Maumoon and Rajnath Singh reviewed their “Comprehensive Economic and Maritime Security Partnership,” reaffirming their shared commitment to regional security and stability. Indian Minister Rajnath Singh emphasised the Maldives’ strategic importance under India’s Neighbourhood First policy. Singh reiterated that India would continue supporting the Maldives’ defence capacity-building efforts through joint exercises, training programmes, and infrastructure support, aiming for mutual benefit and regional security.

Both sides also agreed to cooperate on hydrographic matters through capacity building and training, as per the requirements of the government of Maldives. A mutual agreement was reached to increase capacity building and training slots for MNDF, Maldives Police Service, and other security organisations of the Maldives under the ITEC programmes and other customised training programmes in India.

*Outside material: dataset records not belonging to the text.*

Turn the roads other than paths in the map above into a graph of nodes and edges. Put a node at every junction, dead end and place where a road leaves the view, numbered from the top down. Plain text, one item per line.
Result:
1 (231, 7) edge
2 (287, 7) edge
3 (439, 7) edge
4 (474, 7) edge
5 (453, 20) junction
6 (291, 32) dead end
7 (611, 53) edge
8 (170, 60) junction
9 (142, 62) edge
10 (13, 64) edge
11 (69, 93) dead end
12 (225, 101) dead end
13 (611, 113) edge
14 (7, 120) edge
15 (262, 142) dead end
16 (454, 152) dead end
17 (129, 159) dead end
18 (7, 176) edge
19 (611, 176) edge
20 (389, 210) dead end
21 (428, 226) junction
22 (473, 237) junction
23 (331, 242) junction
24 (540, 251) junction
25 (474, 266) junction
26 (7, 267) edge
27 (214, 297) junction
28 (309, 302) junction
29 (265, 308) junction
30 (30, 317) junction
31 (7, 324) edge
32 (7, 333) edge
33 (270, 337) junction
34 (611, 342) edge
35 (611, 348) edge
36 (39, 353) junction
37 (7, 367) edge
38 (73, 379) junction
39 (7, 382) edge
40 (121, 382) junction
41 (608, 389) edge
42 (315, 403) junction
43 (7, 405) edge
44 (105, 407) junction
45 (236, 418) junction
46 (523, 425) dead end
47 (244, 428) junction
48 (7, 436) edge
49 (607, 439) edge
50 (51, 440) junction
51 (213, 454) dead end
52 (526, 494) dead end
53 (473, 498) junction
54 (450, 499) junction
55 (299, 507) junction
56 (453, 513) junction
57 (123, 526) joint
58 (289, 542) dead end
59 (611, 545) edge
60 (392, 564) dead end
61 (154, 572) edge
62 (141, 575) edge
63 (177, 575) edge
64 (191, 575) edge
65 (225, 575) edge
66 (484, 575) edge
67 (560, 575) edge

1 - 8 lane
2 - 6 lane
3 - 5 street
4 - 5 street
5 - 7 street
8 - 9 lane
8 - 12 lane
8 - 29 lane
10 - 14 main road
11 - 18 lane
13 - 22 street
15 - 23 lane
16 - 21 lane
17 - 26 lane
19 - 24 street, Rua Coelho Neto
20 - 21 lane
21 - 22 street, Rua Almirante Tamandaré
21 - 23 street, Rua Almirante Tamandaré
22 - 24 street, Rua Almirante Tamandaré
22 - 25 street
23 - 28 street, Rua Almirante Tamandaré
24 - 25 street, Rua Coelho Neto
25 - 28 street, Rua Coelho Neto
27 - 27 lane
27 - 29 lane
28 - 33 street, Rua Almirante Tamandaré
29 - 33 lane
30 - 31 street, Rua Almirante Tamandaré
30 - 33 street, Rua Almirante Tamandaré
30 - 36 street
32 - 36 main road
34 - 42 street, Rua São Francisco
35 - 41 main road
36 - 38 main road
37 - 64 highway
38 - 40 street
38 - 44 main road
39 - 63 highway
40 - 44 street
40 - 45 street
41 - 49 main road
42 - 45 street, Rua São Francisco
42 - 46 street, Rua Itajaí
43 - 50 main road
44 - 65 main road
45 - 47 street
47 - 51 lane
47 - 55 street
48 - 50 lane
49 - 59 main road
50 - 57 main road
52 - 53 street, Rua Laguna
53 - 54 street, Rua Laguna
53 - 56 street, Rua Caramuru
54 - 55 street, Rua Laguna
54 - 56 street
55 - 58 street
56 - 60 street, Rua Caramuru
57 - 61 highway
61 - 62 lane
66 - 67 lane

Maumoon’s trip to India also included visits to the Mazagon Dock Shipbuilders Limited in Mumbai and the Goa Shipyard, underscoring continued high-level engagements between the two nations.

In her comment on the changing Indo-Maldivian relations in the portal www.southasianaffairs.com, Dr Gulbin Sultana of the M.P. Institute of Defence Studies and Analyses New Delhi, said: “Economic compulsion is not the only reason why the Muizzu administration is trying to continue the defence and security partnership with India. The Maldives, with its vast EEZ, is exposed to several traditional and non-traditional maritime challenges, including piracy, IUU fishing, drug smuggling and terrorism.”

“These diverse challenges cannot be addressed by relying only on a few countries. Turkish drones can enhance the surveillance capability of the MNDF, but they cannot ensure overall maritime security. Given the nature of threats, Maldives needs maritime security cooperation with multiple partners in multiple areas.”

“In addition to multiple partners, a country also requires a reliable and willing partner. India’s quick response in times of crisis to the Maldives’ request so far indicates that it is not just a capable but also a willing, trusted, and dependable partner.”

Political Opposition

But a point that Muizzu’s benefactors should note is that he is losing ground at home, faced with charges of non-performance in the light of his pre-election promises. Tensions have arisen over his economic policies, particularly a controversial foreign exchange regulation that requires tourism businesses to convert a portion of their revenue into Maldivian Rufiyaa.

Muizzu had rushed a constitutional amendment in December, which strips defecting MPs of their parliamentary seats and grants the President expanded powers. He has been criticised for lack of transparency and failure to involve public consultation.

The main opposition Maldivian Democratic Party (MDP) has plans to hold a street protest on 31 January “in defence of the constitution.”

The emerging scenario in the Indian Ocean archipelago should be of interest to regional and global powers.